Wie es kam, dass Ahmad wieder kauen kann
Oft werden verletzte oder kranke Kinder aus Kriegs- und Krisengebieten in Gladbach behandelt.
Ahmad stammt aus Afghanistan. Der Elfjährige ist gesund, hat aber ein Problem: Er kann nicht richtig essen, denn dazu bekommt er seinen Mund nicht weit genug auf. Der Grund: Als kleines Kind ist er von einem Dach gestürzt, auf sein Kinn gefallen und hat sich dabei das Kiefergelenk gebrochen. Die Verletzung konnte in seinem Heimatland nicht behandelt werden, dort fehlt die Versorgung. Ohne medizinische Behandlung wuchsen Ahmads Unterkiefer und seine Schädelbasis zusammen. Kiefergelenksankylose nennen Mediziner das. Kiefergelenksankylosen werden in der Literatur meist als posttraumatisch, seltener als entzündlich verursachte Erkrankung beschrieben.
Ahmad hat Glück im Unglück: Von der Oberhausener Hilfsorganisation Friedensdorf International wird er im November 2023 zur Therapie nach Deutschland geholt. „Wir sind seit den 1990er Jahren in Afghanistan aktiv und dort bekannt“, sagt Saskia Cosi vom Friedensdorf Oberhausen.
Die Organisation kooperiert vor Ort mit dem Roten Afghanischen Halbmond in Kabul, ein Verein vergleichbar mit dem Deutschen Roten Kreuz. Familien stellen ihre kranken Kinder den Mitarbeitern des Halbmondes vor, die entscheiden dann gemeinsam mit ihren Kollegen des Friedensdorfes, ob die kleinen Patienten in ihrer Heimat behandelt werden können oder zur Therapie in eine europäische Klinik fliegen müssen. Vor und nach ihrem Krankenhausaufenthalt werden die jungen Patienten im Friedensdorf betreut, bevor sie genesen in ihre Heimatländer zurückkehren. „Das Friedensdorf kann man sich wie eine Jugendherberge vorstellen“, sagt Cosi.

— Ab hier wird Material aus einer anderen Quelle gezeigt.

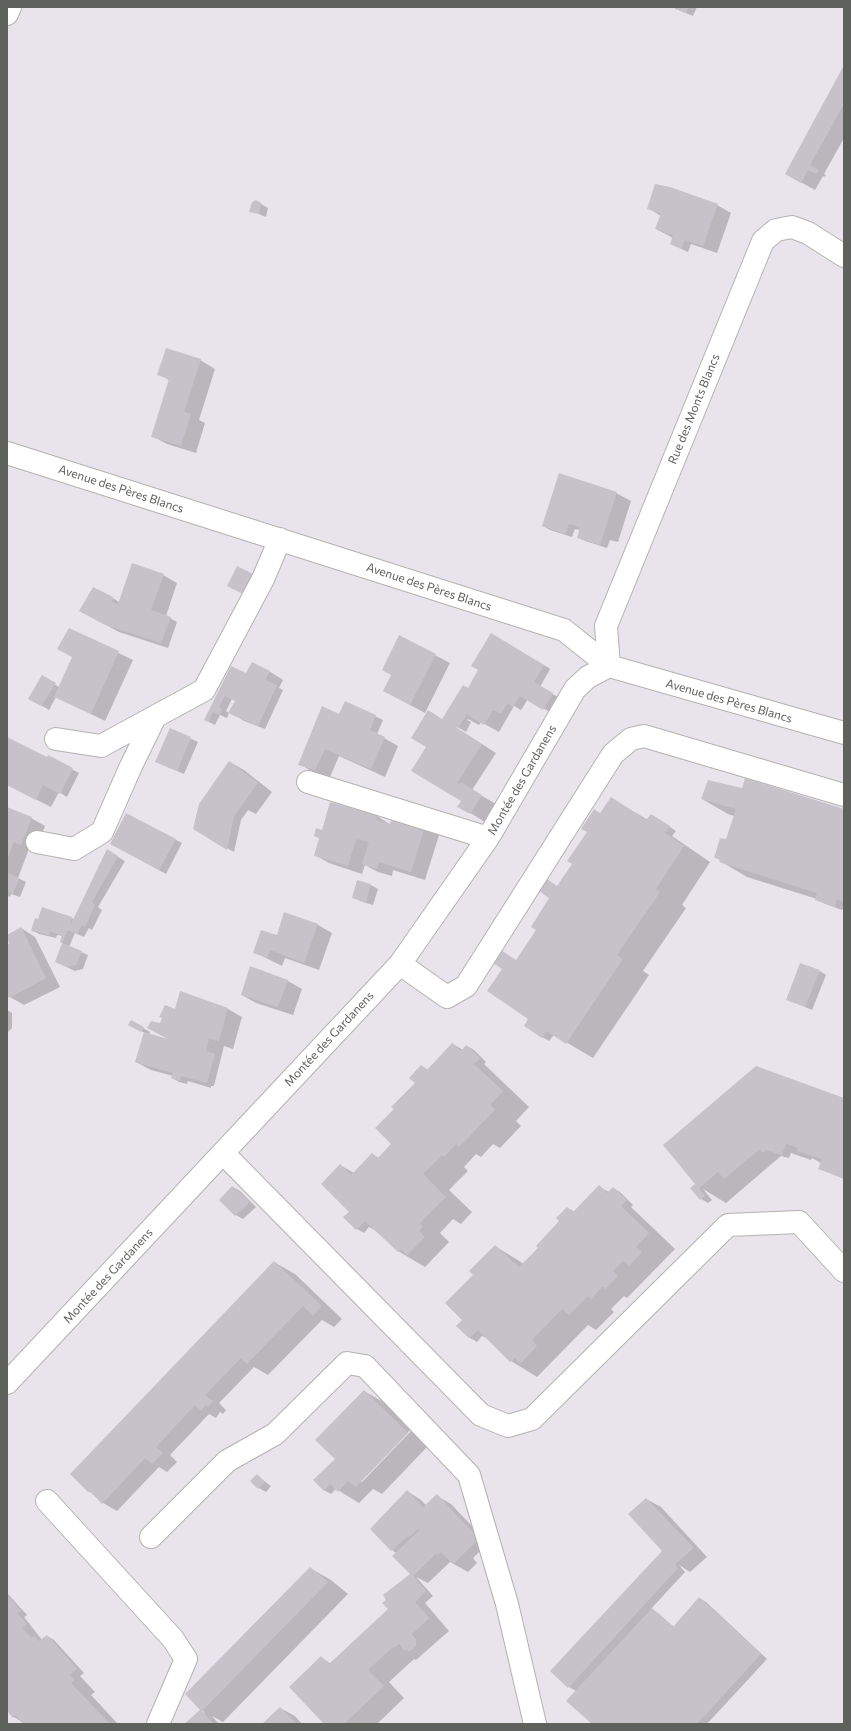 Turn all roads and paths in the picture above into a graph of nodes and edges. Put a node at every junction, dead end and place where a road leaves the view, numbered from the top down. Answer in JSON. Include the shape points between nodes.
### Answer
{"nodes":[{"id":1,"x":10,"y":7,"type":"edge"},
{"id":2,"x":7,"y":14,"type":"edge"},
{"id":3,"x":844,"y":256,"type":"edge"},
{"id":4,"x":7,"y":453,"type":"edge"},
{"id":5,"x":280,"y":539,"type":"junction"},
{"id":6,"x":609,"y":666,"type":"junction"},
{"id":7,"x":155,"y":717,"type":"junction"},
{"id":8,"x":844,"y":733,"type":"edge"},
{"id":9,"x":56,"y":739,"type":"dead end"},
{"id":10,"x":308,"y":782,"type":"dead end"},
{"id":11,"x":844,"y":795,"type":"edge"},
{"id":12,"x":488,"y":838,"type":"junction"},
{"id":13,"x":37,"y":842,"type":"dead end"},
{"id":14,"x":400,"y":964,"type":"junction"},
{"id":15,"x":223,"y":1153,"type":"junction"},
{"id":16,"x":844,"y":1270,"type":"edge"},
{"id":17,"x":7,"y":1383,"type":"edge"},
{"id":18,"x":47,"y":1501,"type":"dead end"},
{"id":19,"x":151,"y":1537,"type":"dead end"},
{"id":20,"x":158,"y":1724,"type":"edge"},
{"id":21,"x":535,"y":1724,"type":"edge"}],
"edges":[{"from":1,"to":2,"type":"street"},
{"from":3,"to":6,"type":"street","name":"Rue des Monts Blancs","via":[[808,233],[792,227],[776,230],[763,241],[606,626]]},
{"from":4,"to":5,"type":"street","name":"Avenue des Pères Blancs"},
{"from":5,"to":6,"type":"street","name":"Avenue des Pères Blancs","via":[[564,630]]},
{"from":5,"to":7,"type":"street","via":[[263,579],[204,690]]},
{"from":6,"to":8,"type":"street","name":"Avenue des Pères Blancs"},
{"from":6,"to":12,"type":"street","name":"Montée des Gardanens","via":[[588,677],[575,689]]},
{"from":7,"to":9,"type":"street","via":[[101,746]]},
{"from":7,"to":13,"type":"street","via":[[130,766],[102,832],[74,849]]},
{"from":10,"to":12,"type":"street"},
{"from":11,"to":14,"type":"street","via":[[644,736],[631,739],[613,754],[466,986],[448,997]]},
{"from":12,"to":14,"type":"street","name":"Montée des Gardanens"},
{"from":14,"to":15,"type":"street","name":"Montée des Gardanens"},
{"from":15,"to":16,"type":"street","via":[[481,1415],[508,1426],[532,1418],[728,1225],[799,1222]]},
{"from":15,"to":17,"type":"street","name":"Montée des Gardanens"},
{"from":18,"to":20,"type":"street","via":[[173,1639],[186,1659]]},
{"from":19,"to":21,"type":"street","via":[[227,1461],[275,1434],[347,1363],[365,1366],[468,1475],[508,1604]]}]}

Am 2. Januar dieses Jahres fährt Cosi mit Ahmad zur Erstvorstellung in die Ambulanz der Mund-, Kiefer- und Gesichtschirurgie des Evangelischen Krankenhauses Bethesda. Das Haus kooperiert mit dem Friedensdorf. „Die Patienten werden nach Schweregrad, sozialen Aspekten und freien Kapazitäten in den kooperierenden Kliniken ausgewählt“, erklärt Professor Daniel Rothamel. Er ist Chefarzt der Mund, Kiefer- und Gesichtschirurgie im Bethesda.
Eine Woche nach Ahmads Erstvorstellung operieren er und sein Team den jungen Afghanen. In einer zweistündigen OP lösen sie Ahmads Unterkiefer wieder von der
Schädelbasis und formen ein neues Kiefergelenksköpfchen. Außerdem entnehmen sie ein wenig Faszie von einem großen Kaumuskel und legen diese in den Gelenkspalt ein, um das Gelenk geschmeidig zu machen.
Der Eingriff sei reibungslos verlaufen, resümiert Rothamel später: „Selbst die postoperativen Schmerzen waren in seinem Fall sehr gut beherrschbar.“Die „optimale, altersgerechte Mundöffnung von etwa drei Zentimetern“sei erreicht worden. Diese müsse nun mit Übungen weiter erhalten bleiben, sagt Rothamel. Nach der OP stehe im Friedensdorf für Ahmad daher ein intensives Training an, das dort bekannt sei. Rothamel geht davon aus, dass der Junge Ende Februar wieder nach Hause fliegen kann.
Die Behandlung kostet ansonsten 8000 Euro. Das Bethesda bietet diese Art Eingriff für FriedensdorfKinder einmal im Jahr kostenlos an. „Manche Eingriffe machen es nötig, dass die Patienten hierhin kommen. Bei weniger aufwendigen Eingriffen werden diese auch durch CharityEinsätze vor Ort erledigt“, so der Arzt.
Bei einer Kiefergelenksankylose gehe man in Deutschland direkt zum Kieferorthopäden, der versorge die Patienten mit einer Art Schiene, erklärt Rothamel: „Um die aus dem Mund nehmen zu können, etwa um zu essen, müssen die Kinder den Mund sehr weit aufmachen.“In der Folge bilde sich eine Art neues Kiefergelenk aus, so der Kieferchirurg. Um wieder normal essen zu können, musste Ahmad den Umweg über die Operation im Evangelischen Krankenhaus Bethesda der Johanniter machen. Die Erleichterung darüber, den Eingriff gut überstanden zu haben, steht dem Jungen deutlich ins Gesicht geschrieben.